*WORK INSTRUCTIONS*: Check each line of the listing below for the string "Reclamation", and copy the ones that have it.

*PROVIDED RECORDS*:

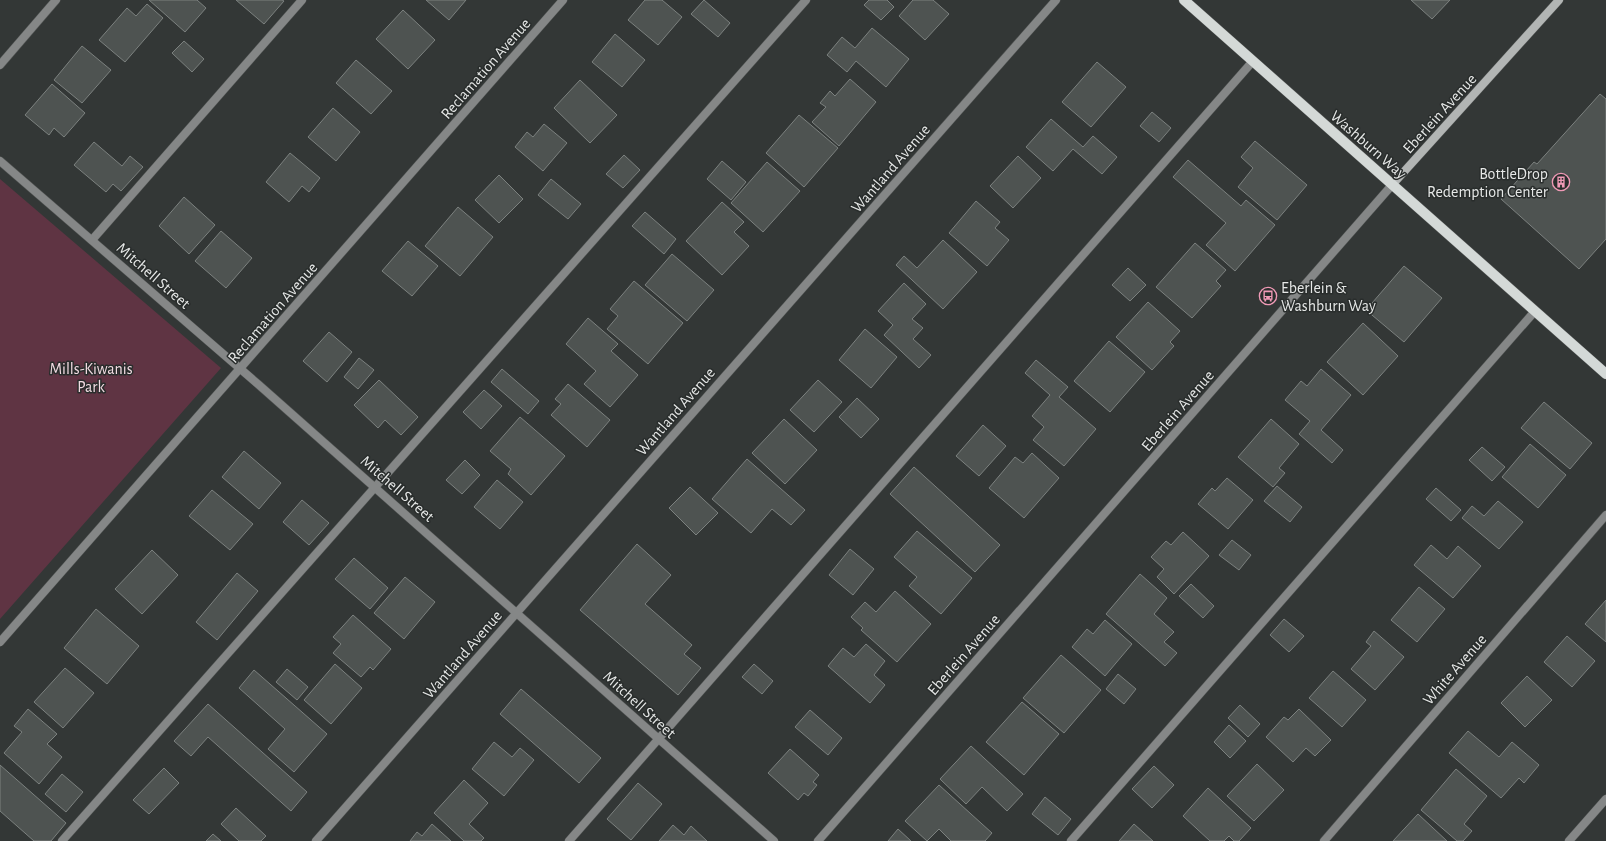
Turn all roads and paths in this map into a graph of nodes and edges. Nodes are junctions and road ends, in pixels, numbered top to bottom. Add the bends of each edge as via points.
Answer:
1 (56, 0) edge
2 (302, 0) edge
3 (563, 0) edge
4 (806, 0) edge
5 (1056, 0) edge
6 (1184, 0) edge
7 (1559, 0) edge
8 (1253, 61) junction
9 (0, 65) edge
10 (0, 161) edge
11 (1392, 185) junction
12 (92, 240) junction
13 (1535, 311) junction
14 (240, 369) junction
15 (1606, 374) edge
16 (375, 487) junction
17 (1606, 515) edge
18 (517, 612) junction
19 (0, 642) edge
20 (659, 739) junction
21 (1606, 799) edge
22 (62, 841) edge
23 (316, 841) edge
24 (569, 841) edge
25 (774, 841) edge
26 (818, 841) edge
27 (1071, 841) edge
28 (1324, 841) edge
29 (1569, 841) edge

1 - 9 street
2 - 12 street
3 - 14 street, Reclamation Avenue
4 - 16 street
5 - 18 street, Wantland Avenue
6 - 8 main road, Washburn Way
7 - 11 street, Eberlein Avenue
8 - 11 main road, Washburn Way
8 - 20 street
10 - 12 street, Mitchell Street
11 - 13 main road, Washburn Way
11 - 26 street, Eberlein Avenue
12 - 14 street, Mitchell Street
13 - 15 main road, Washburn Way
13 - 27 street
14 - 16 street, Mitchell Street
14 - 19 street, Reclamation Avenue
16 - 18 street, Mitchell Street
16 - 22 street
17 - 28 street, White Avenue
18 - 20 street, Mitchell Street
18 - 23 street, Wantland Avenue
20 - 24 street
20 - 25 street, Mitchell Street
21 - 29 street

---

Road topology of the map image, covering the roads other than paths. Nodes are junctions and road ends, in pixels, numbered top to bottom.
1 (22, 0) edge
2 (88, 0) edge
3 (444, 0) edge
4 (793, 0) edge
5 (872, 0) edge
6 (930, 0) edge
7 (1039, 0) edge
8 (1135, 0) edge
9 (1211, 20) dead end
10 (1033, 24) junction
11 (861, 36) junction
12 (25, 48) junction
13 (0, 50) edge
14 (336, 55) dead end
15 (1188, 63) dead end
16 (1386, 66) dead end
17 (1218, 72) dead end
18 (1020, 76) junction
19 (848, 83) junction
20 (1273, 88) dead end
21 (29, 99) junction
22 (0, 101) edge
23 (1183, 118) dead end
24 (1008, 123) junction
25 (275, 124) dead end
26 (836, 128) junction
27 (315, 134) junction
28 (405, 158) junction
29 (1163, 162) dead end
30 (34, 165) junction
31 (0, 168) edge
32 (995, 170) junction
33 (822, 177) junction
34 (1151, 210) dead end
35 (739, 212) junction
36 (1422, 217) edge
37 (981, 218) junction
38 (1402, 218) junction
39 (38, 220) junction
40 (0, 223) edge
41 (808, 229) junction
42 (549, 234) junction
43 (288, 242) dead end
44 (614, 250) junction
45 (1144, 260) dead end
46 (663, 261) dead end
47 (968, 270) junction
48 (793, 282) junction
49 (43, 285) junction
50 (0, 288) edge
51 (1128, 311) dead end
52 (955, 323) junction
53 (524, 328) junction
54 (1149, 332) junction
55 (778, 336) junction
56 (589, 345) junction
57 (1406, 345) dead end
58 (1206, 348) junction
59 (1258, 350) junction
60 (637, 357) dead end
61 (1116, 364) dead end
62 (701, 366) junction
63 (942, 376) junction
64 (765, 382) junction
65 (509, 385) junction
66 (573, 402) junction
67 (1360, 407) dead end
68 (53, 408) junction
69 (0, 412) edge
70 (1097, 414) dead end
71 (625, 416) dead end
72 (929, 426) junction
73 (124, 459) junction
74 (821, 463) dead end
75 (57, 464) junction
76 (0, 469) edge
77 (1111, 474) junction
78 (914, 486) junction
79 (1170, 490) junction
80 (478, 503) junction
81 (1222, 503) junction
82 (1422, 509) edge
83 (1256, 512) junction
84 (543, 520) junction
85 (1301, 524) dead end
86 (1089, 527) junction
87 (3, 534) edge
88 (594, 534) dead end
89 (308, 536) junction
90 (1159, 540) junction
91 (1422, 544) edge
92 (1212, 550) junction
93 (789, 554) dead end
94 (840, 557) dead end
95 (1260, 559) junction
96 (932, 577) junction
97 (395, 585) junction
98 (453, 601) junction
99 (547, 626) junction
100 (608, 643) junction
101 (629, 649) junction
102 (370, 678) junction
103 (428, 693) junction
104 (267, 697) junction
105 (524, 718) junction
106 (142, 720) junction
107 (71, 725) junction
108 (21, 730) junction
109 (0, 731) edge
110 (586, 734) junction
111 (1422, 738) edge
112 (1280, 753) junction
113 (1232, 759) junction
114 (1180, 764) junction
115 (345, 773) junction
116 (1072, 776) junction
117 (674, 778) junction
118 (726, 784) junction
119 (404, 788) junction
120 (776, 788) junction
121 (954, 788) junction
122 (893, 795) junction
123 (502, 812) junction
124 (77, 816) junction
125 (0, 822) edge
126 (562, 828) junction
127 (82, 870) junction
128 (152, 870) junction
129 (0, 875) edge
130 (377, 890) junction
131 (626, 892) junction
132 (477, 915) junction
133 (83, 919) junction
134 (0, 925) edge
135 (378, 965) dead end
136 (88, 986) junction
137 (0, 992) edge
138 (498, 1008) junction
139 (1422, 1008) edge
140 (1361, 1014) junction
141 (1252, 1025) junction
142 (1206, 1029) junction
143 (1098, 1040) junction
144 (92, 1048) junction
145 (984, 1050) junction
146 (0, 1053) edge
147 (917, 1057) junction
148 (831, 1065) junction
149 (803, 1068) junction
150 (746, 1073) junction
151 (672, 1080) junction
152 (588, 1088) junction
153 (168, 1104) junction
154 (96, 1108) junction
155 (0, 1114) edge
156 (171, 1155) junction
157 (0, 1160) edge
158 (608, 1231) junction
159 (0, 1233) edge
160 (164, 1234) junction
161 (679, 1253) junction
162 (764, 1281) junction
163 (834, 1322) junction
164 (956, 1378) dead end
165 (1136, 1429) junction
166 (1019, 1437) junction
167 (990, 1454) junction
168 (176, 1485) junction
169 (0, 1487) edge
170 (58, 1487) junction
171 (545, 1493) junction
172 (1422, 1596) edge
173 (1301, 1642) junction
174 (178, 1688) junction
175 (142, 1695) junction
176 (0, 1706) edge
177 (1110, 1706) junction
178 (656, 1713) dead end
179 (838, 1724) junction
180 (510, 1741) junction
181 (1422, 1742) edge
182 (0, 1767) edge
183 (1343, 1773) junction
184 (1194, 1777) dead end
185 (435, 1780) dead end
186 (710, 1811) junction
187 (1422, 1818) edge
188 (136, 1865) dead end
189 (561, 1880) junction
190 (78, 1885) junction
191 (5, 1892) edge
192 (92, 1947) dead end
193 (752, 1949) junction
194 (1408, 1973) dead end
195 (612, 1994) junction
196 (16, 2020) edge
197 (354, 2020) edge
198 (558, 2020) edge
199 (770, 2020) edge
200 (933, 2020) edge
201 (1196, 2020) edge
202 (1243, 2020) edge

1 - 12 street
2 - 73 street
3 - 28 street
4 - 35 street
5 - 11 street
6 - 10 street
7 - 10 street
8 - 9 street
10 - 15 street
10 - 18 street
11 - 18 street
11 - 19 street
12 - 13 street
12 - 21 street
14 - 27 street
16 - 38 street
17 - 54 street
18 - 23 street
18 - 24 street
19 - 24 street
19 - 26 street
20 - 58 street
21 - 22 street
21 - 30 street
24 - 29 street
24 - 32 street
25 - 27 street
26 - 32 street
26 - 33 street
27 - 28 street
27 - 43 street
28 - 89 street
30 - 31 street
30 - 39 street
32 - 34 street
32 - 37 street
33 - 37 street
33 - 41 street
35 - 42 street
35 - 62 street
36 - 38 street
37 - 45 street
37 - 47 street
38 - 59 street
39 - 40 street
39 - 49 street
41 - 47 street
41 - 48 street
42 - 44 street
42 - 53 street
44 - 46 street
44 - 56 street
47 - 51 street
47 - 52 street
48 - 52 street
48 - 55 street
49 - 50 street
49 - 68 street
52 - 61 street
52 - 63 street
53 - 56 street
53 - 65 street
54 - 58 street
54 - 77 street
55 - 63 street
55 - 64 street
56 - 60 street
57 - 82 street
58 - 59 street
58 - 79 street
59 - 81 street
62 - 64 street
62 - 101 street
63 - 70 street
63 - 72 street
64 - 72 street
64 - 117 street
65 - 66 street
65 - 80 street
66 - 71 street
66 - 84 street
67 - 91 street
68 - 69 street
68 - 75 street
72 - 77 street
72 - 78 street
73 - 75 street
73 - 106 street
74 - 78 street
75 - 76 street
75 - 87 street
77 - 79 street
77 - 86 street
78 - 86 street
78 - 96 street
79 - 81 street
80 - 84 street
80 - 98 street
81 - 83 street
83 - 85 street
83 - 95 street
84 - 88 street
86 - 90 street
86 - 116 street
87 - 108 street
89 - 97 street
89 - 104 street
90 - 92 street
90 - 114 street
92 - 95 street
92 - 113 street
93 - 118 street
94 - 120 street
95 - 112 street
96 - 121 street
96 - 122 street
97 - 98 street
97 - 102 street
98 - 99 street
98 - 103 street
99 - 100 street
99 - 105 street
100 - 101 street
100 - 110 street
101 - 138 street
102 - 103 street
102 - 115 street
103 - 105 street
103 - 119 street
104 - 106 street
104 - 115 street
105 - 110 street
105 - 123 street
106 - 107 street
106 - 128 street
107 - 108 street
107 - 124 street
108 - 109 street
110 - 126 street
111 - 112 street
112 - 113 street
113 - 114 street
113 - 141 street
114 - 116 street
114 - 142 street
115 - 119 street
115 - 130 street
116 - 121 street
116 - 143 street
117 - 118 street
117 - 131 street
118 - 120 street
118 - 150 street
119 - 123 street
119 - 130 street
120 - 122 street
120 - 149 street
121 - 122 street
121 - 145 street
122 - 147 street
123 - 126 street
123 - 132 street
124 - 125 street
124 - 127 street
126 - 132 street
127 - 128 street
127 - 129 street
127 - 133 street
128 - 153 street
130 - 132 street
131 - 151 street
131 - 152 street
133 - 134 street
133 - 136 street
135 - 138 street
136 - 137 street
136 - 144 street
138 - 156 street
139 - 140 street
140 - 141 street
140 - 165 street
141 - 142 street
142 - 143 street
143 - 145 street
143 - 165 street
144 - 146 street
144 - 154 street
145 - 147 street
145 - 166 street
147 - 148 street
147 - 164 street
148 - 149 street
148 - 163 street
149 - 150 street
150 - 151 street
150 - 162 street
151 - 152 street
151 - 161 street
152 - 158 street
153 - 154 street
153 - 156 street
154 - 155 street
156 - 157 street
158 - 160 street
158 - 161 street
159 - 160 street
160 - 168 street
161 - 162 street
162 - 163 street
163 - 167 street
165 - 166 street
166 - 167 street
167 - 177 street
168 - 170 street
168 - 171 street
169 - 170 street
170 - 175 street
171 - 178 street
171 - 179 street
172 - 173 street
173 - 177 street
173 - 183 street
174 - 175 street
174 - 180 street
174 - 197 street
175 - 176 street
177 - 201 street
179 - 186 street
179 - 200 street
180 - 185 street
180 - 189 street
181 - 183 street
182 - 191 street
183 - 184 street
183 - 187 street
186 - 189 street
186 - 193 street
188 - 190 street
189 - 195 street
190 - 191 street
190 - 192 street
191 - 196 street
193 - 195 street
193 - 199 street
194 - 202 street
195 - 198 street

*SOLUTION*:
3 - 14 street, Reclamation Avenue
14 - 19 street, Reclamation Avenue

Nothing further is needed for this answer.